6. Keep a Rotisserie Chicken in the Fridge

In September, we published our very first cookbook. Not just a collection of recipes, it is also a compendium of valuable advice, as this excerpt demonstrates. A rotisserie chicken, as Eater restaurant editor (and Eater cookbook author) Hillary Dixler Canavan writes, “means you’ve got meals for a whole week.” Use it in soup, or congee, or empanadas, or lettuce wraps — but whatever you do, don’t throw away the carcass, which can be simmered into a delicious broth.

5. We’re Using Big Spoons Wrong

Eater at Home thrives at the intersection of minutiae and cultural trends, which is exactly the intersection where Jaya Saxena’s inquiry into our use of spoons lives. After noticing a fervent devotion to small spoons in certain quarters of the internet, Saxena wondered: “Is the dinner spoon really that unwieldy?

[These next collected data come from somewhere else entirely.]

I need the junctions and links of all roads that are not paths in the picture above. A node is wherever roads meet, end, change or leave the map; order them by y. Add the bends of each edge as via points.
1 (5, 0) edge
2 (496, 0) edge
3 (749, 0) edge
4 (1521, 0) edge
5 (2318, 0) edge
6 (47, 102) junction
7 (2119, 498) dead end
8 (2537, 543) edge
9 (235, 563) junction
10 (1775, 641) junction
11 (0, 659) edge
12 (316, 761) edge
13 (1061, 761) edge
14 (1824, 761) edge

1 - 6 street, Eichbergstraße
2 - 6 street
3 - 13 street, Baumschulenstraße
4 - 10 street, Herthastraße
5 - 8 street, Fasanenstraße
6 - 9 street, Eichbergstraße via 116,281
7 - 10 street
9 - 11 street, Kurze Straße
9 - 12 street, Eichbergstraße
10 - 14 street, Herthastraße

Or are we just using it wrong?” Her inquiry led her back to the 19th century, when etiquette guides decreed that forks should almost always be used in place of spoons, and to consider whether the utensil drawer of the future might make big spoons the stuff of, well, 19th-century etiquette guides.

4. The Best Sriracha Substitutes to Survive the Huy Fong Shortage

In April, Huy Fong Foods, the maker of Sriracha, declared it was experiencing an “unprecedented inventory shortage” for the second time in two years. Amy McCarthy was here to help, with a guide to acceptable substitutes for the eternally popular hot sauce, including harissa, other sriracha brands, or literally any other hot sauce. As she pointed out, “it’s important to keep in mind that pretty much any hot sauce you love will do.”

3. Add Rosemary to Your Water

People in this country are always being told to drink more water by other people who seem to have little appreciation for how boring water is. Perhaps that’s why Amy McCarthy’s simple hack found so many receptive readers — a sprig of rosemary, she writes, is a simple way to make a glass of water “taste colder and more refreshing,” and unlike a wedge of lemon, “it won’t leave a bunch of gross-looking floating pulp in your glass.” We’ll drink to that!

2. How to Dine Outdoors, Minus the Bugs

Part of Eater’s April Patio Week, Amy McCarthy’s story answered a question that was apparently on a lot of people’s minds as the summer months approached. University of Nebraska entomologist Kait Chapman helpfully broke down the different kinds of bugs you have to watch out for, and the best ways to ward them away from your outdoor meals. (Hint: bug zappers and citronella candles don’t work.)

1. You Should Be Saving Your Rice Water

Chefs are always telling us to save our pasta water, but really, we should be saving our rice water, too. “As cooks from rice-loving cultures around the world have long known,” Eater’s Bettina Makalintal writes, “rice water is a useful byproduct in both cooking and housekeeping.” Whether you want to thicken a stew, make your sheets softer, or water your plants, the water you save from rinsing rice can do that. And given this story’s reach, we can only imagine that a lot of you took that advice and ran with it.